“Trademark dilution” involves an unauthorized use of another’s trademark for goods and services that do not compete with, and have little connection with, those of the original trademark owner’s goods and services.

The section 29(4) of the Trade Marks Act, 1999 encompasses the principle of trademark dilution, which reads as follows:

(4) A registered trade mark is infringed by a person who, not being a registered proprietor or a person using by way of permitted use, uses in the course of trade, a mark which—

(a) is identical with or similar to the registered trade mark; and

(b) is used in relation to goods or services which are not similar to those for which the trade mark is registered; and

(c) the registered trade mark has a reputation in India and the use of the mark without due cause takes unfair advantage of or is detrimental to, the distinctive character or repute of the registered trade mark.

The entire structure of Section 29(4) is different from the earlier part, and in effect expresses Parliamentary intent about the standards required for a plaintiff to establish dilution of its trademark, in relation to dissimilar goods or products. Under Section 29 (4) apart from the similarity of the two marks (or their identity) that his (or its) mark –

(i) has a reputation in India;

(ii) the use of the mark without due cause;

(iii) the use (amounts to) taking unfair advantage of or is detrimental to, the distinctive character or repute of the registered trade mark.

Importantly, there is no presumption about trademark infringement, even if identity of the two marks is established, under Section 29 (4).

The cause of action for trademark dilution traces its roots to Frank Schechter’s 1927 article in the Harvard Law Review, The Rational Basis of Trademark Protection. In this article, Schechter observed that many courts had grown impatient with “old theories of trademark protection,” which he believed were insufficient to “serve the needs of modern business.”

The Hon’ble Supreme Court has summarised the discussion on dilution by McCarthy in following terms:-

a) The traditional likelihood of confusion test applies to passing off.

b) If a mark is a well-known mark, then the argument of dilution is to be considered in the absence of confusion.

c) Dilution is a doctrine which should be strictly applied.

d) Standard of distinctiveness required to protect a mark from dilution is very high.

e) Not every trade mark can be protected against dilution.

f) If a mark enjoys a regional reputation it does not deserve protection under the law of dilution.

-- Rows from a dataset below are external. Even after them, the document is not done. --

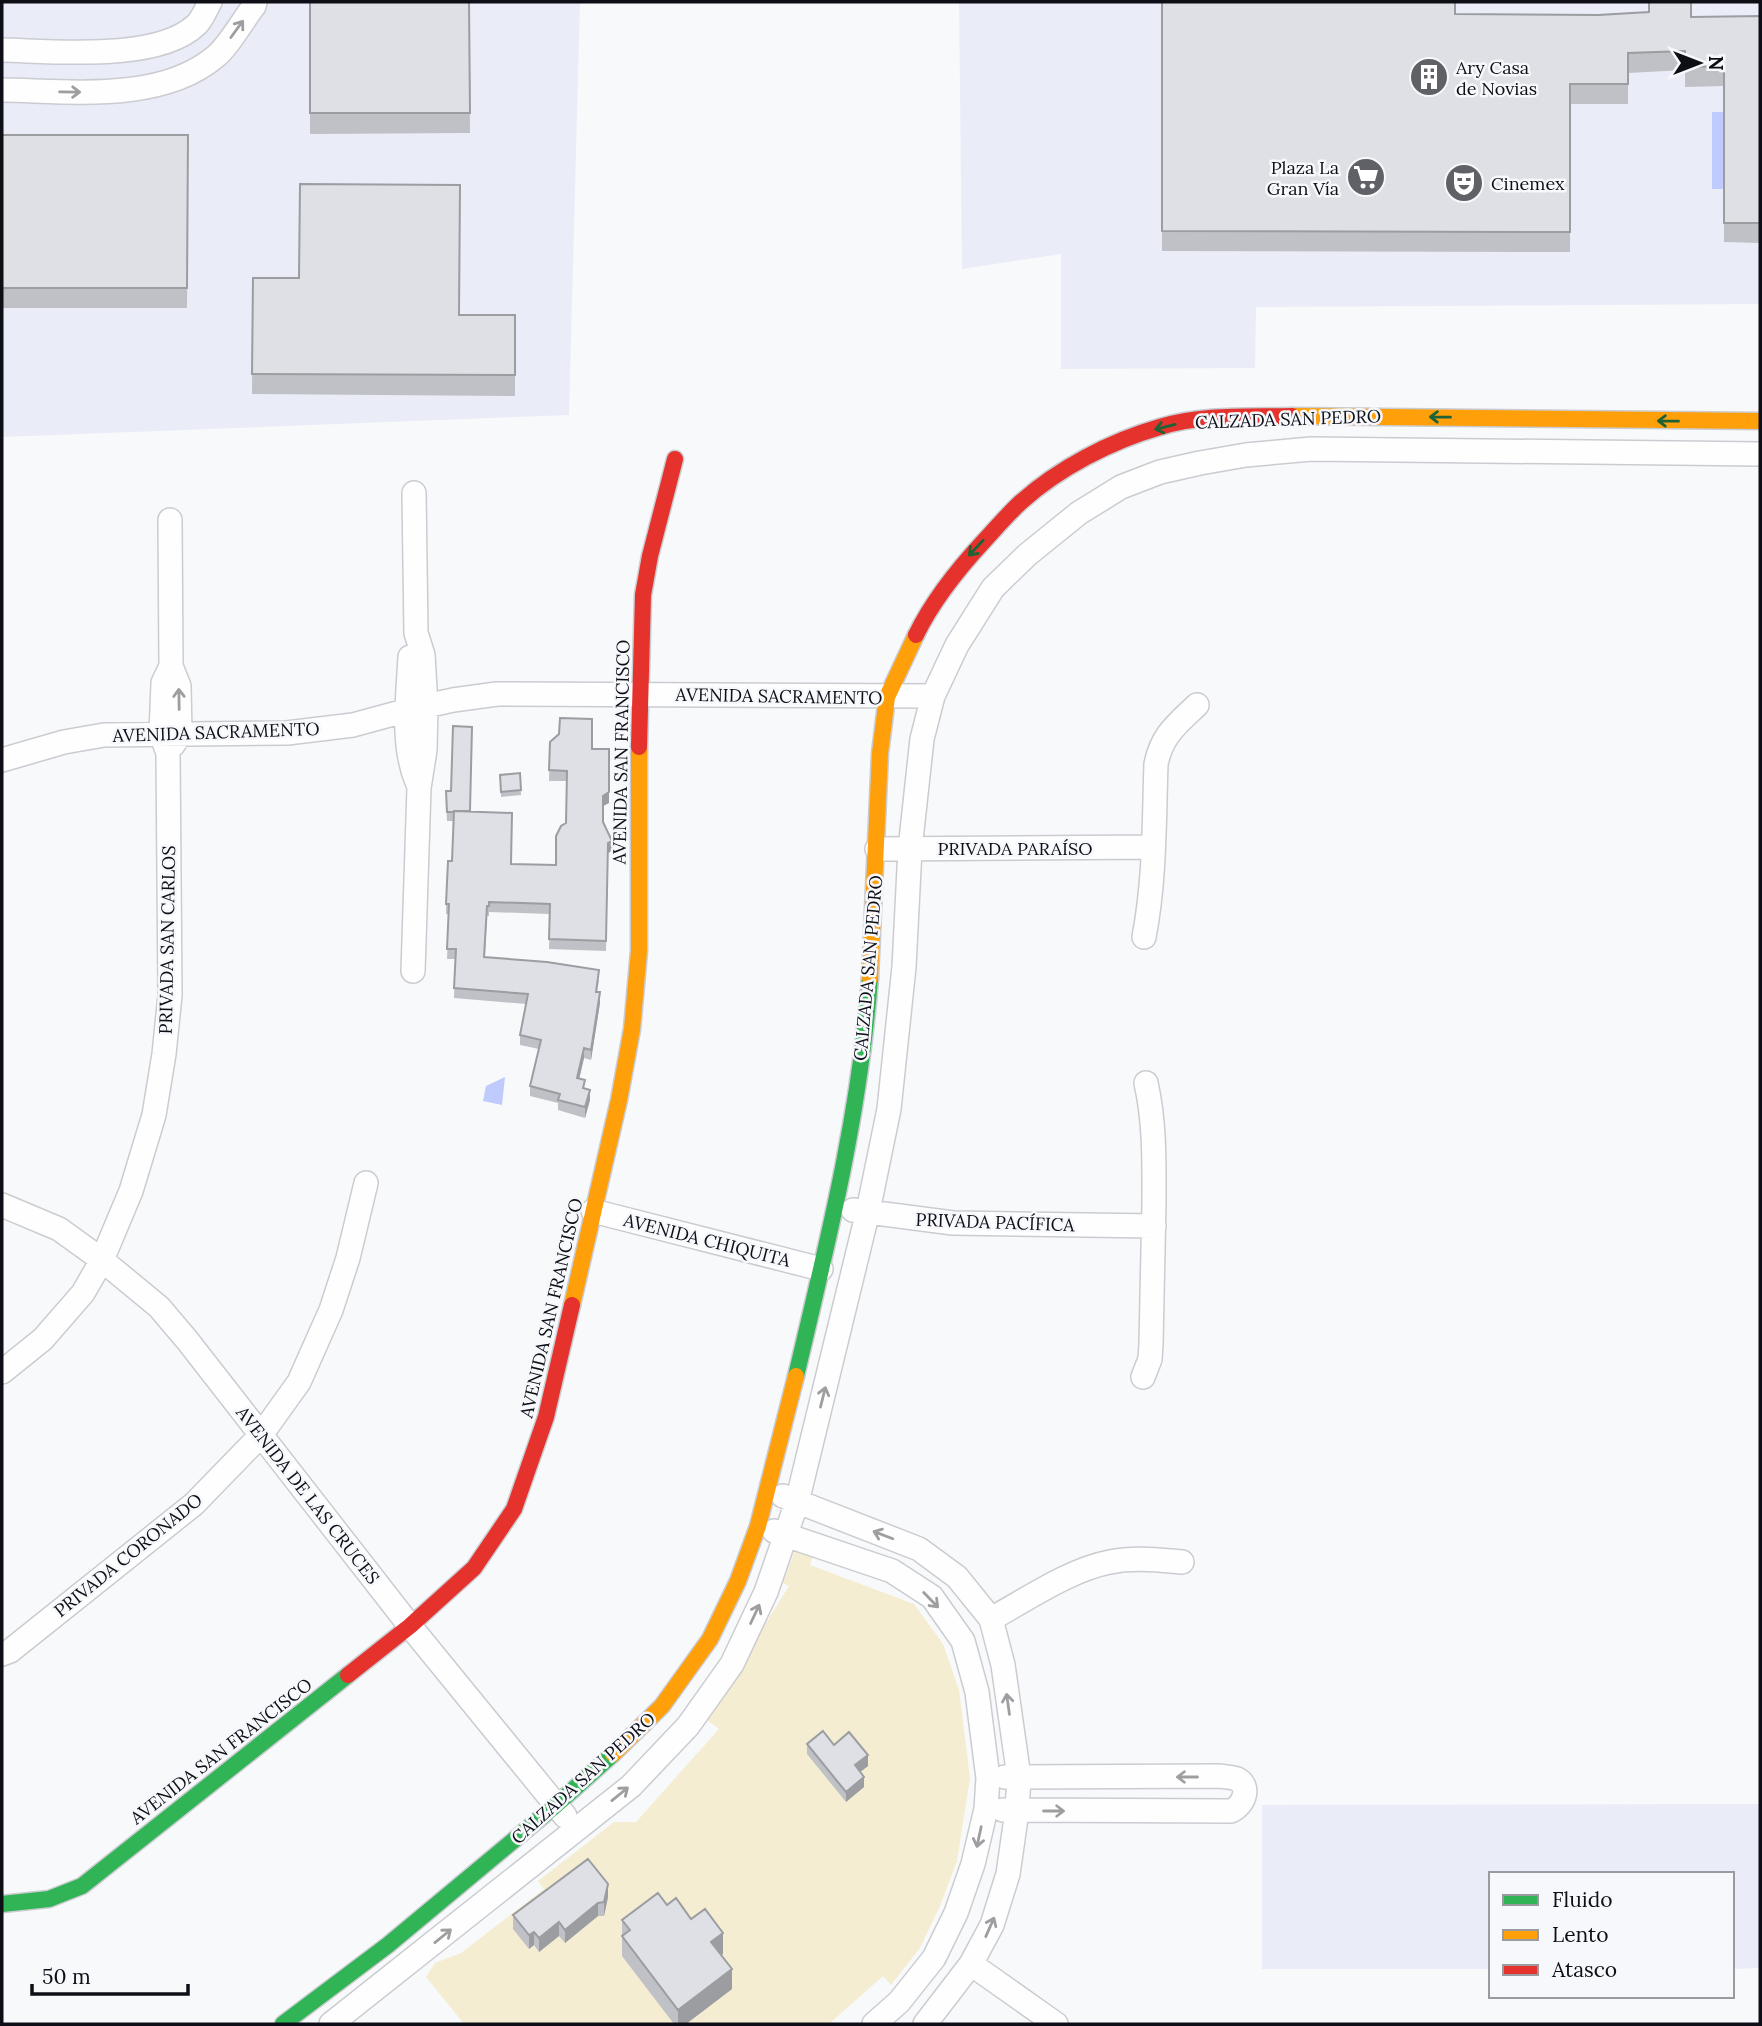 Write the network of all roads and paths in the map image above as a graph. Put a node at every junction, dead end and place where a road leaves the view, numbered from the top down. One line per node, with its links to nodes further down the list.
1 (210, 2): 3 (street)
2 (255, 2): 4 (street, one-way to 2)
3 (2, 50)
4 (2, 90)
5 (1311, 415): 6 (street, CALZADA SAN PEDRO, one-way to 5); 8 (street); 16 (street, CALZADA SAN PEDRO, one-way to 16)
6 (1704, 421): 7 (street, CALZADA SAN PEDRO); 9 (street)
7 (1760, 421)
8 (1311, 449): 9 (street, CALZADA SAN PEDRO); 15 (street, CALZADA SAN PEDRO)
9 (1702, 453): 10 (street, CALZADA SAN PEDRO)
10 (1760, 454)
11 (674, 459): 14 (street, AVENIDA SAN FRANCISCO)
12 (414, 493): 18 (street)
13 (170, 520): 19 (street, PRIVADA SAN CARLOS)
14 (639, 694): 16 (street, AVENIDA SACRAMENTO); 18 (street, AVENIDA SACRAMENTO); 30 (street, AVENIDA SAN FRANCISCO)
15 (933, 696): 16 (street, AVENIDA SACRAMENTO); 23 (street, CALZADA SAN PEDRO)
16 (887, 697): 22 (street, CALZADA SAN PEDRO)
17 (1197, 705): 21 (street)
18 (417, 708): 19 (street, AVENIDA SACRAMENTO); 25 (street)
19 (170, 740): 20 (street, AVENIDA SACRAMENTO); 33 (street, PRIVADA SAN CARLOS)
20 (2, 760)
21 (1153, 847): 23 (street, PRIVADA PARAÍSO); 24 (street)
22 (877, 849): 23 (street, PRIVADA PARAÍSO); 29 (street, CALZADA SAN PEDRO)
23 (910, 849): 31 (street, CALZADA SAN PEDRO)
24 (1144, 937)
25 (413, 971)
26 (1146, 1083): 32 (street)
27 (366, 1183): 37 (street, PRIVADA CORONADO)
28 (2, 1205): 33 (street, AVENIDA DE LAS CRUCES)
29 (836, 1209): 31 (street, PRIVADA PACÍFICA); 34 (street, CALZADA SAN PEDRO)
30 (593, 1211): 34 (street, AVENIDA CHIQUITA); 44 (street, AVENIDA SAN FRANCISCO)
31 (868, 1211): 32 (street, PRIVADA PACÍFICA); 39 (street, CALZADA SAN PEDRO, one-way to 31)
32 (1154, 1226): 36 (street)
33 (102, 1260): 35 (street, PRIVADA SAN CARLOS); 37 (street, AVENIDA DE LAS CRUCES)
34 (821, 1269): 38 (street, CALZADA SAN PEDRO)
35 (2, 1372)
36 (1143, 1377)
37 (261, 1435): 44 (street, AVENIDA DE LAS CRUCES); 45 (street, PRIVADA CORONADO)
38 (768, 1490): 39 (street); 40 (street, CALZADA SAN PEDRO)
39 (797, 1502): 41 (street, CALZADA SAN PEDRO); 43 (street, one-way to 39)
40 (758, 1526): 41 (street); 48 (street, CALZADA SAN PEDRO)
41 (787, 1535): 46 (street, one-way to 46); 51 (street, CALZADA SAN PEDRO, one-way to 41)
42 (1182, 1562): 43 (street)
43 (991, 1619): 47 (street, one-way to 43)
44 (411, 1626): 48 (street, AVENIDA DE LAS CRUCES); 52 (street, AVENIDA SAN FRANCISCO)
45 (2, 1654)
46 (988, 1777): 47 (street); 49 (street)
47 (1019, 1777): 50 (street); 50 (street, one-way to 47)
48 (556, 1805): 51 (street, AVENIDA DE LAS CRUCES); 53 (street, CALZADA SAN PEDRO)
49 (985, 1809): 50 (street); 58 (street, one-way to 58)
50 (1017, 1811): 54 (street, one-way to 50)
51 (575, 1830): 55 (street, CALZADA SAN PEDRO, one-way to 51)
52 (2, 1903)
53 (388, 1945): 55 (street); 56 (street, CALZADA SAN PEDRO)
54 (971, 1964): 59 (street); 60 (street)
55 (407, 1965): 57 (street, CALZADA SAN PEDRO)
56 (283, 2024)
57 (331, 2024)
58 (874, 2024)
59 (925, 2024)
60 (1056, 2024)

g) A reputation on a national scale, especially while testing the mark for unrelated goods, is required to be protected under dilution.

(T.V. Venogopal vs Ushodaya Enterprises Ltd. & Anr)

In case of trade mark dilution allegation the plaintiff has to fulfil a more stringent test (than the deceptive similarity standard of mark) of proving identity or similarity. In the case of logos and other marks, the application of the “identity” or “similarity” test has to result in a conclusion that the rival marks bear a very close resemblance, seen from an overall perspective. Thus, when considering bringing dilution claims, trademark holders should cast a wider net, looking to factors beyond similarity of marks, and prepare their cases accordingly.

Forms of Dilution:

  1. Blurring: weakening of the distinctiveness of a famous mark. This is the traditional notion of dilution—using an identical or virtually identical mark on or in connection with goods and/or services that may be completely different from and unrelated to the plaintiff’s goods and/ or services. The belief is that a mark that is highly similar or identical to the plaintiff’s unique, distinctive and well-known mark can detract from consumers’ strong association of the plaintiff’s mark with the plaintiff’s goods and services.
  2. Tarnishment: Weakening of the distinctiveness of a famous mark, usually through inappropriate or unflattering associations. Examples include using a similar mark, or a term that plays on one’s mark, in association with offensive content, with subject matter critical of the mark owner and its beliefs or philosophies. Tarnishment can also involve using the mark to attract the mark owner’s customers to directly criticize or attack the mark owner or its product or service.
  3. Free-riding : Enjoying the benefit of positive association with a well-known mark and its prestige. It is sometimes referred to as unfair advantage. Activity that constitutes free-riding does not have to create confusion in the marketplace or cause actual harm to the mark owner.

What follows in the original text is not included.